Tokyo, January 26 (RHC)-- Japanese protesters have staged a sit-in, trying to obstruct the construction of a new U.S. military base on the southern island of Okinawa, which has been rife with anti-U.S. sentiment for years.
Protesters tried to block 80 trucks carrying building materials on an access road, prompting police to intervene and break up the demonstration. One protest organizer said: "Under the democratic fundamental principle which is an "election," the people of Okinawa said we don't need the base. Unfortunately the Japanese government doesn't think of Japanese people as the priority."
Local residents are concerned about potential noise pollution, and safety and environmental hazards. The Japanese and U.S. governments have pursued the relocation of the Futenma Air Base to the less populated Henoko coastal area in the Okinawa city of Nago, saying the plan is "the only solution" to address noise problems and accident risks. Many Okinawans, however, want the base to be relocated outside the prefecture.

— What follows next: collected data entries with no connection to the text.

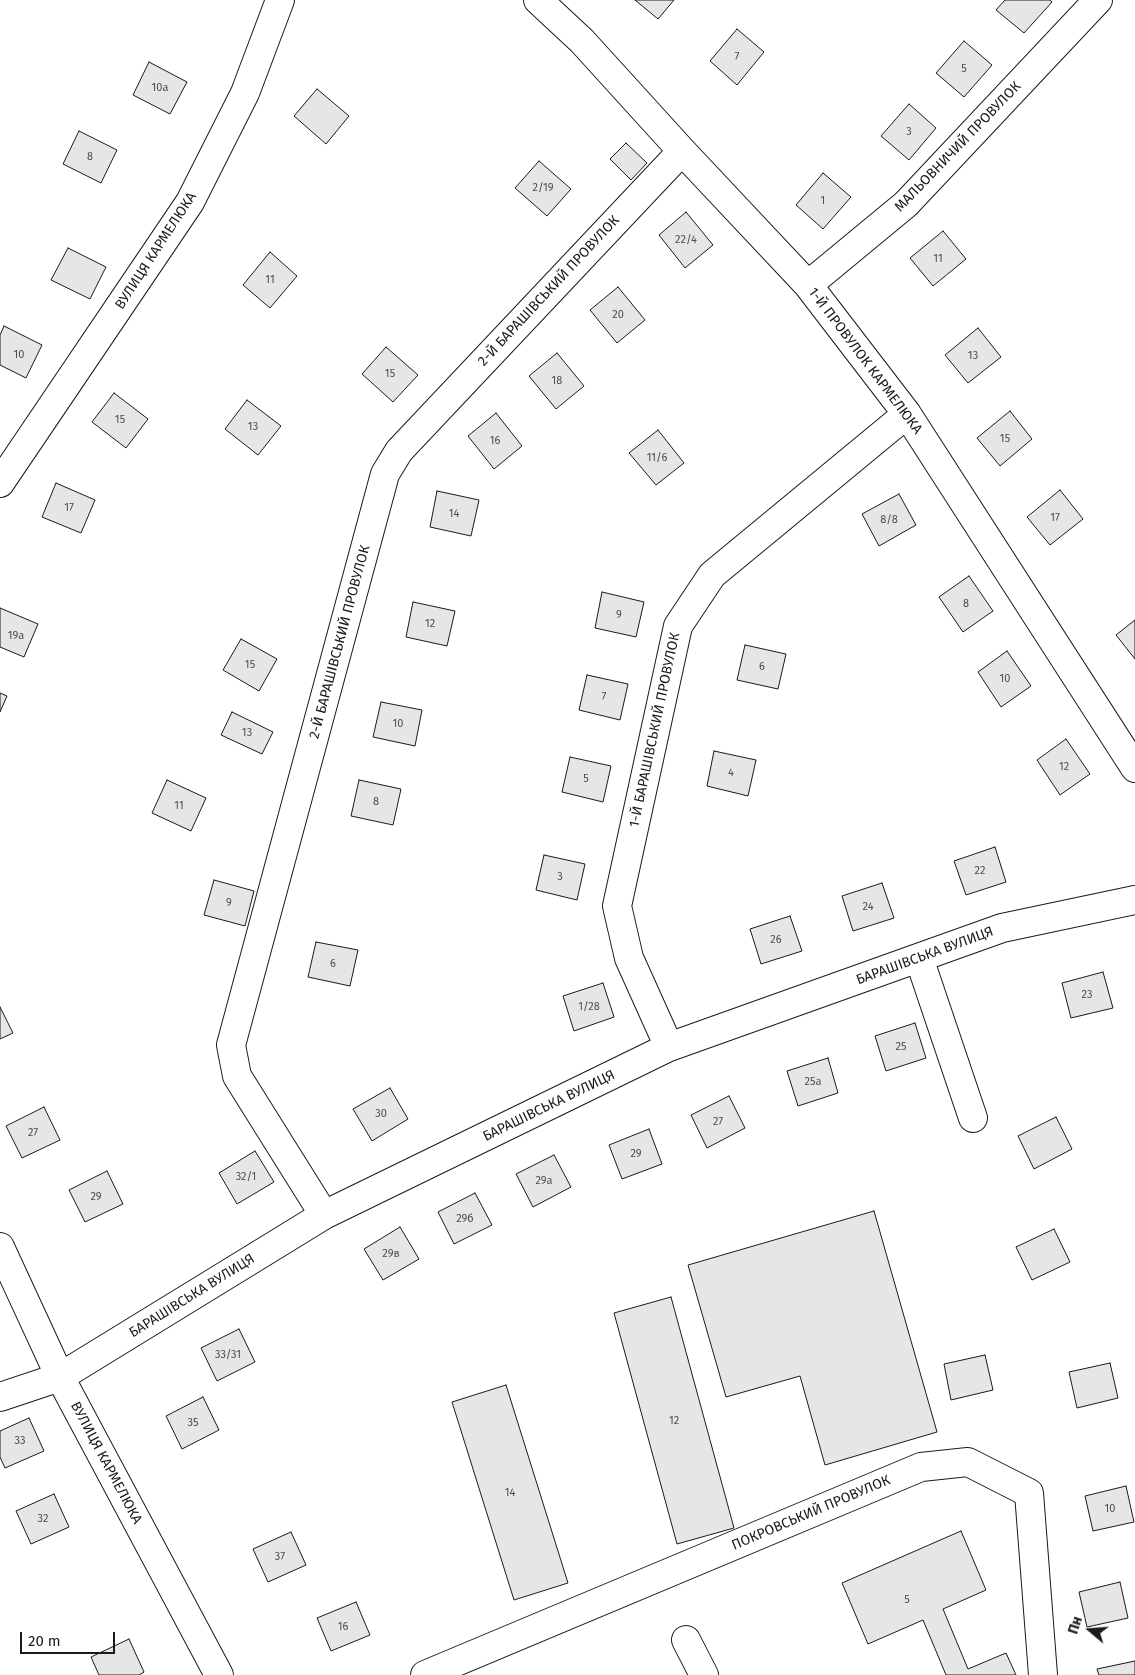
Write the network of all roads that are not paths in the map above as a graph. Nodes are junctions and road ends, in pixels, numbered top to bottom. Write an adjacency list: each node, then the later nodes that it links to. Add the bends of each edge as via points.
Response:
1 (280, 0): 7 (street, ВУЛИЦЯ КАРМЕЛЮКА, via 245,93 190,202)
2 (538, 0): 4 (street, 1-Й ПРОВУЛОК КАРМЕЛЮКА, via 582,41)
3 (1098, 0): 5 (street, МАЛЬОВНИЧИЙ ПРОВУЛОК, via 906,204)
4 (682, 151): 5 (street, 1-Й ПРОВУЛОК КАРМЕЛЮКА); 13 (street, 2-Й БАРАШІВСЬКИЙ ПРОВУЛОК, via 399,451 385,474 231,1044 238,1076)
5 (808, 285): 6 (street, 1-Й ПРОВУЛОК КАРМЕЛЮКА)
6 (907, 414): 8 (street, 1-Й ПРОВУЛОК КАРМЕЛЮКА); 11 (street, 1-Й БАРАШІВСЬКИЙ ПРОВУЛОК, via 712,575 678,626 617,906 629,958)
7 (0, 484)
8 (1135, 768)
9 (1135, 900): 10 (street, БАРАШІВСЬКА ВУЛИЦЯ, via 1002,928)
10 (919, 958): 11 (street, БАРАШІВСЬКА ВУЛИЦЯ); 12 (street)
11 (669, 1047): 13 (street, БАРАШІВСЬКА ВУЛИЦЯ)
12 (972, 1118)
13 (324, 1215): 15 (street, БАРАШІВСЬКА ВУЛИЦЯ)
14 (0, 1247): 15 (street, ВУЛИЦЯ КАРМЕЛЮКА)
15 (60, 1378): 16 (street, БАРАШІВСЬКА ВУЛИЦЯ); 18 (street, ВУЛИЦЯ КАРМЕЛЮКА)
16 (0, 1397)
17 (686, 1640): 20 (street)
18 (219, 1675)
19 (425, 1675): 21 (street, ПОКРОВСЬКИЙ ПРОВУЛОК, via 921,1467 968,1462 1029,1494)
20 (704, 1675)
21 (1043, 1675)

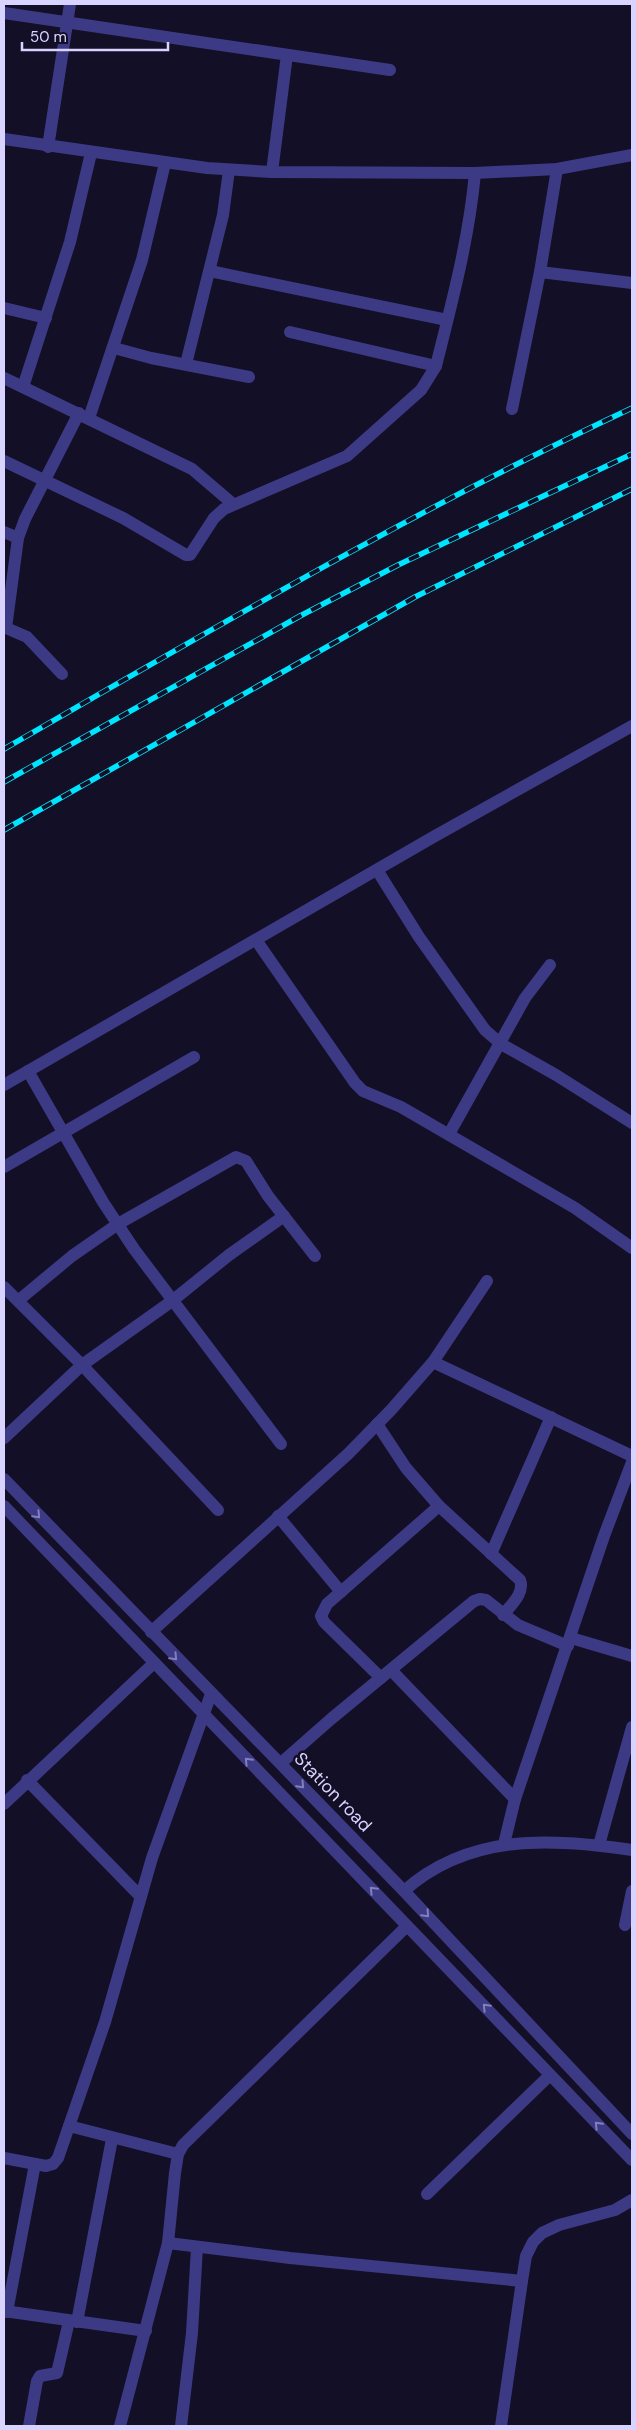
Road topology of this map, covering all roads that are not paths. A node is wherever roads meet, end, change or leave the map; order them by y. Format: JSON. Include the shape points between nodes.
{"nodes":[{"id":1,"x":70,"y":4,"type":"edge"},
{"id":2,"x":4,"y":13,"type":"edge"},
{"id":3,"x":68,"y":22,"type":"junction"},
{"id":4,"x":287,"y":55,"type":"junction"},
{"id":5,"x":390,"y":70,"type":"dead end"},
{"id":6,"x":4,"y":139,"type":"edge"},
{"id":7,"x":48,"y":147,"type":"junction"},
{"id":8,"x":91,"y":153,"type":"junction"},
{"id":9,"x":632,"y":155,"type":"edge"},
{"id":10,"x":164,"y":163,"type":"junction"},
{"id":11,"x":557,"y":169,"type":"junction"},
{"id":12,"x":229,"y":170,"type":"junction"},
{"id":13,"x":272,"y":172,"type":"junction"},
{"id":14,"x":475,"y":173,"type":"junction"},
{"id":15,"x":210,"y":271,"type":"junction"},
{"id":16,"x":540,"y":272,"type":"junction"},
{"id":17,"x":632,"y":283,"type":"edge"},
{"id":18,"x":4,"y":308,"type":"edge"},
{"id":19,"x":46,"y":318,"type":"junction"},
{"id":20,"x":447,"y":320,"type":"junction"},
{"id":21,"x":290,"y":332,"type":"dead end"},
{"id":22,"x":114,"y":348,"type":"junction"},
{"id":23,"x":186,"y":364,"type":"junction"},
{"id":24,"x":436,"y":366,"type":"junction"},
{"id":25,"x":249,"y":377,"type":"dead end"},
{"id":26,"x":4,"y":378,"type":"edge"},
{"id":27,"x":24,"y":387,"type":"junction"},
{"id":28,"x":512,"y":409,"type":"dead end"},
{"id":29,"x":84,"y":416,"type":"junction"},
{"id":30,"x":4,"y":461,"type":"edge"},
{"id":31,"x":45,"y":480,"type":"junction"},
{"id":32,"x":233,"y":504,"type":"junction"},
{"id":33,"x":4,"y":532,"type":"edge"},
{"id":34,"x":18,"y":538,"type":"junction"},
{"id":35,"x":5,"y":628,"type":"edge"},
{"id":36,"x":62,"y":674,"type":"dead end"},
{"id":37,"x":632,"y":726,"type":"edge"},
{"id":38,"x":377,"y":870,"type":"junction"},
{"id":39,"x":256,"y":940,"type":"junction"},
{"id":40,"x":550,"y":965,"type":"dead end"},
{"id":41,"x":502,"y":1044,"type":"junction"},
{"id":42,"x":194,"y":1057,"type":"dead end"},
{"id":43,"x":28,"y":1071,"type":"junction"},
{"id":44,"x":4,"y":1085,"type":"edge"},
{"id":45,"x":632,"y":1123,"type":"edge"},
{"id":46,"x":64,"y":1133,"type":"junction"},
{"id":47,"x":449,"y":1134,"type":"junction"},
{"id":48,"x":4,"y":1167,"type":"edge"},
{"id":49,"x":284,"y":1216,"type":"junction"},
{"id":50,"x":118,"y":1224,"type":"junction"},
{"id":51,"x":632,"y":1248,"type":"edge"},
{"id":52,"x":315,"y":1256,"type":"dead end"},
{"id":53,"x":487,"y":1281,"type":"dead end"},
{"id":54,"x":4,"y":1287,"type":"edge"},
{"id":55,"x":19,"y":1300,"type":"junction"},
{"id":56,"x":172,"y":1301,"type":"junction"},
{"id":57,"x":432,"y":1362,"type":"junction"},
{"id":58,"x":82,"y":1365,"type":"junction"},
{"id":59,"x":551,"y":1417,"type":"junction"},
{"id":60,"x":377,"y":1424,"type":"junction"},
{"id":61,"x":4,"y":1438,"type":"edge"},
{"id":62,"x":281,"y":1444,"type":"dead end"},
{"id":63,"x":632,"y":1456,"type":"edge"},
{"id":64,"x":632,"y":1462,"type":"edge"},
{"id":65,"x":4,"y":1479,"type":"edge"},
{"id":66,"x":4,"y":1506,"type":"edge"},
{"id":67,"x":439,"y":1506,"type":"junction"},
{"id":68,"x":218,"y":1510,"type":"dead end"},
{"id":69,"x":278,"y":1516,"type":"junction"},
{"id":70,"x":491,"y":1554,"type":"junction"},
{"id":71,"x":341,"y":1592,"type":"junction"},
{"id":72,"x":503,"y":1615,"type":"junction"},
{"id":73,"x":151,"y":1632,"type":"junction"},
{"id":74,"x":570,"y":1642,"type":"junction"},
{"id":75,"x":632,"y":1656,"type":"edge"},
{"id":76,"x":154,"y":1663,"type":"junction"},
{"id":77,"x":391,"y":1670,"type":"junction"},
{"id":78,"x":381,"y":1678,"type":"junction"},
{"id":79,"x":211,"y":1694,"type":"junction"},
{"id":80,"x":203,"y":1715,"type":"junction"},
{"id":81,"x":632,"y":1727,"type":"edge"},
{"id":82,"x":281,"y":1763,"type":"junction"},
{"id":83,"x":27,"y":1780,"type":"junction"},
{"id":84,"x":515,"y":1799,"type":"junction"},
{"id":85,"x":4,"y":1804,"type":"edge"},
{"id":86,"x":504,"y":1844,"type":"junction"},
{"id":87,"x":599,"y":1845,"type":"junction"},
{"id":88,"x":632,"y":1850,"type":"edge"},
{"id":89,"x":404,"y":1891,"type":"junction"},
{"id":90,"x":632,"y":1891,"type":"edge"},
{"id":91,"x":141,"y":1897,"type":"junction"},
{"id":92,"x":625,"y":1925,"type":"dead end"},
{"id":93,"x":407,"y":1926,"type":"junction"},
{"id":94,"x":550,"y":2075,"type":"junction"},
{"id":95,"x":69,"y":2126,"type":"junction"},
{"id":96,"x":632,"y":2134,"type":"edge"},
{"id":97,"x":112,"y":2139,"type":"junction"},
{"id":98,"x":178,"y":2154,"type":"junction"},
{"id":99,"x":4,"y":2158,"type":"edge"},
{"id":100,"x":632,"y":2160,"type":"edge"},
{"id":101,"x":35,"y":2164,"type":"junction"},
{"id":102,"x":427,"y":2194,"type":"dead end"},
{"id":103,"x":632,"y":2200,"type":"edge"},
{"id":104,"x":168,"y":2243,"type":"junction"},
{"id":105,"x":198,"y":2247,"type":"junction"},
{"id":106,"x":522,"y":2281,"type":"junction"},
{"id":107,"x":6,"y":2312,"type":"edge"},
{"id":108,"x":73,"y":2321,"type":"junction"},
{"id":109,"x":146,"y":2331,"type":"junction"},
{"id":110,"x":29,"y":2426,"type":"edge"},
{"id":111,"x":120,"y":2426,"type":"edge"},
{"id":112,"x":181,"y":2426,"type":"edge"},
{"id":113,"x":501,"y":2426,"type":"edge"}],
"edges":[{"from":1,"to":3,"type":"street"},
{"from":2,"to":3,"type":"street"},
{"from":3,"to":4,"type":"street"},
{"from":3,"to":7,"type":"street"},
{"from":4,"to":5,"type":"street"},
{"from":4,"to":13,"type":"street"},
{"from":6,"to":7,"type":"street"},
{"from":7,"to":8,"type":"street"},
{"from":8,"to":10,"type":"street"},
{"from":8,"to":19,"type":"street","via":[[70,242]]},
{"from":9,"to":11,"type":"street"},
{"from":10,"to":12,"type":"street"},
{"from":10,"to":22,"type":"street","via":[[142,260]]},
{"from":11,"to":14,"type":"street"},
{"from":11,"to":16,"type":"street"},
{"from":12,"to":13,"type":"street"},
{"from":12,"to":15,"type":"street"},
{"from":13,"to":14,"type":"street"},
{"from":14,"to":20,"type":"street","via":[[468,228]]},
{"from":15,"to":20,"type":"street"},
{"from":15,"to":23,"type":"street"},
{"from":16,"to":17,"type":"street"},
{"from":16,"to":28,"type":"street"},
{"from":18,"to":19,"type":"street"},
{"from":19,"to":27,"type":"street"},
{"from":20,"to":24,"type":"street"},
{"from":21,"to":24,"type":"street"},
{"from":22,"to":23,"type":"street"},
{"from":22,"to":29,"type":"street"},
{"from":23,"to":25,"type":"street"},
{"from":24,"to":32,"type":"street","via":[[421,390],[347,456]]},
{"from":26,"to":27,"type":"street"},
{"from":27,"to":29,"type":"street"},
{"from":29,"to":31,"type":"street"},
{"from":29,"to":32,"type":"street","via":[[192,469]]},
{"from":30,"to":31,"type":"street"},
{"from":31,"to":32,"type":"street","via":[[122,518],[186,555],[193,552],[214,518]]},
{"from":31,"to":34,"type":"street"},
{"from":33,"to":34,"type":"street"},
{"from":34,"to":35,"type":"street"},
{"from":35,"to":36,"type":"street","via":[[27,637]]},
{"from":37,"to":38,"type":"street"},
{"from":38,"to":39,"type":"street"},
{"from":38,"to":41,"type":"street","via":[[471,1013]]},
{"from":39,"to":43,"type":"street"},
{"from":39,"to":47,"type":"street","via":[[355,1083],[364,1091]]},
{"from":40,"to":41,"type":"street","via":[[526,998]]},
{"from":41,"to":45,"type":"street"},
{"from":41,"to":47,"type":"street"},
{"from":42,"to":46,"type":"street"},
{"from":43,"to":44,"type":"street"},
{"from":43,"to":46,"type":"street"},
{"from":46,"to":48,"type":"street"},
{"from":46,"to":50,"type":"street"},
{"from":47,"to":51,"type":"street","via":[[575,1208]]},
{"from":49,"to":50,"type":"street","via":[[246,1161],[236,1157]]},
{"from":49,"to":52,"type":"street"},
{"from":49,"to":56,"type":"street"},
{"from":50,"to":55,"type":"street","via":[[72,1256]]},
{"from":50,"to":56,"type":"street"},
{"from":53,"to":57,"type":"street"},
{"from":54,"to":55,"type":"street"},
{"from":55,"to":58,"type":"street"},
{"from":56,"to":58,"type":"street"},
{"from":56,"to":62,"type":"street"},
{"from":57,"to":59,"type":"street"},
{"from":57,"to":60,"type":"street"},
{"from":58,"to":61,"type":"street"},
{"from":58,"to":68,"type":"street"},
{"from":59,"to":63,"type":"street"},
{"from":59,"to":70,"type":"street"},
{"from":60,"to":67,"type":"street","via":[[406,1468]]},
{"from":60,"to":69,"type":"street"},
{"from":64,"to":74,"type":"street"},
{"from":65,"to":73,"type":"street","name":"Station road","one_way":true},
{"from":66,"to":76,"type":"street"},
{"from":67,"to":70,"type":"street"},
{"from":67,"to":71,"type":"street"},
{"from":69,"to":71,"type":"street"},
{"from":69,"to":73,"type":"street"},
{"from":70,"to":72,"type":"street","via":[[514,1573],[523,1586]]},
{"from":71,"to":78,"type":"street","via":[[327,1604],[321,1616]]},
{"from":72,"to":74,"type":"street","via":[[518,1625]]},
{"from":72,"to":77,"type":"street","via":[[486,1600],[474,1601]]},
{"from":73,"to":79,"type":"street","name":"Station road","one_way":true},
{"from":74,"to":75,"type":"street"},
{"from":74,"to":84,"type":"street"},
{"from":76,"to":80,"type":"street"},
{"from":76,"to":83,"type":"street"},
{"from":77,"to":78,"type":"street"},
{"from":77,"to":84,"type":"street"},
{"from":78,"to":82,"type":"street"},
{"from":79,"to":80,"type":"street"},
{"from":79,"to":82,"type":"street","name":"Station road"},
{"from":80,"to":91,"type":"street"},
{"from":93,"to":80,"type":"street","one_way":true},
{"from":81,"to":87,"type":"street"},
{"from":82,"to":89,"type":"street","name":"Station road","one_way":true},
{"from":83,"to":85,"type":"street"},
{"from":83,"to":91,"type":"street"},
{"from":84,"to":86,"type":"street"},
{"from":86,"to":87,"type":"street"},
{"from":86,"to":89,"type":"street","via":[[456,1857],[422,1874]]},
{"from":87,"to":88,"type":"street"},
{"from":89,"to":96,"type":"street","name":"Station road","one_way":true},
{"from":90,"to":92,"type":"street"},
{"from":91,"to":95,"type":"street","via":[[105,2022]]},
{"from":94,"to":93,"type":"street","one_way":true},
{"from":93,"to":98,"type":"street","via":[[189,2138]]},
{"from":100,"to":94,"type":"street","one_way":true},
{"from":94,"to":102,"type":"street"},
{"from":95,"to":97,"type":"street"},
{"from":95,"to":101,"type":"street","via":[[53,2164]]},
{"from":97,"to":98,"type":"street"},
{"from":97,"to":108,"type":"street"},
{"from":98,"to":104,"type":"street"},
{"from":99,"to":101,"type":"street"},
{"from":101,"to":107,"type":"street"},
{"from":103,"to":106,"type":"street","via":[[615,2210],[559,2225],[542,2233],[526,2256]]},
{"from":104,"to":105,"type":"street"},
{"from":104,"to":109,"type":"street"},
{"from":105,"to":106,"type":"street"},
{"from":105,"to":112,"type":"street"},
{"from":106,"to":113,"type":"street"},
{"from":107,"to":108,"type":"street"},
{"from":108,"to":109,"type":"street"},
{"from":108,"to":110,"type":"street","via":[[58,2373],[40,2376],[37,2380]]},
{"from":109,"to":111,"type":"street"}]}
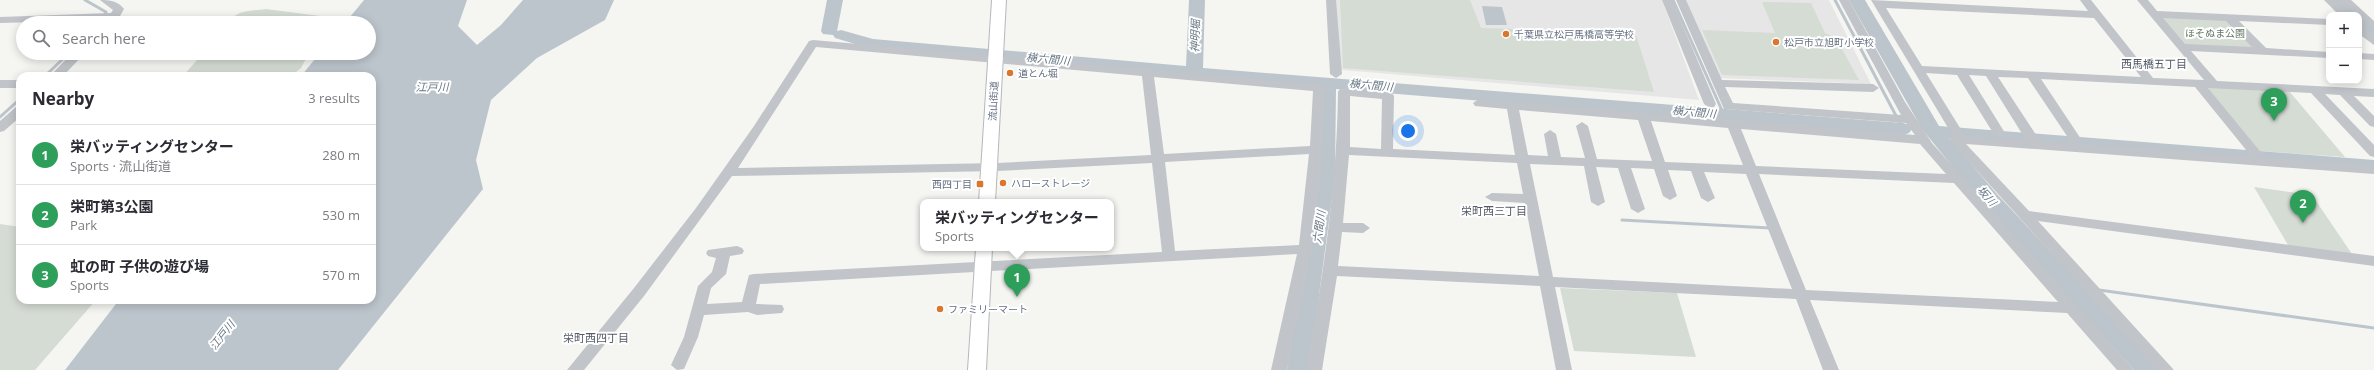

According to the relocation plan, the state-of-the-art airbase will be built in the waters off the island over the next five years to replace the Futenma base. According to U.S. Forces Japan, nearly half of 100,000 U.S. troops in Japan reside on Okinawa.
Multiple cases of misconduct by U.S .forces, with several rape cases and the rape and murder of a 20-year-old woman in 2016, has raised anti-American sentiment among the pacifist islanders.
Japan has criticized the U.S. military for breaking a pledge to avoid flying helicopters over a school next to the Futenma base. The school has become a focal point for discontent over the U.S. presence on the island since a window fell from a U.S. Marines helicopter onto its playground last month.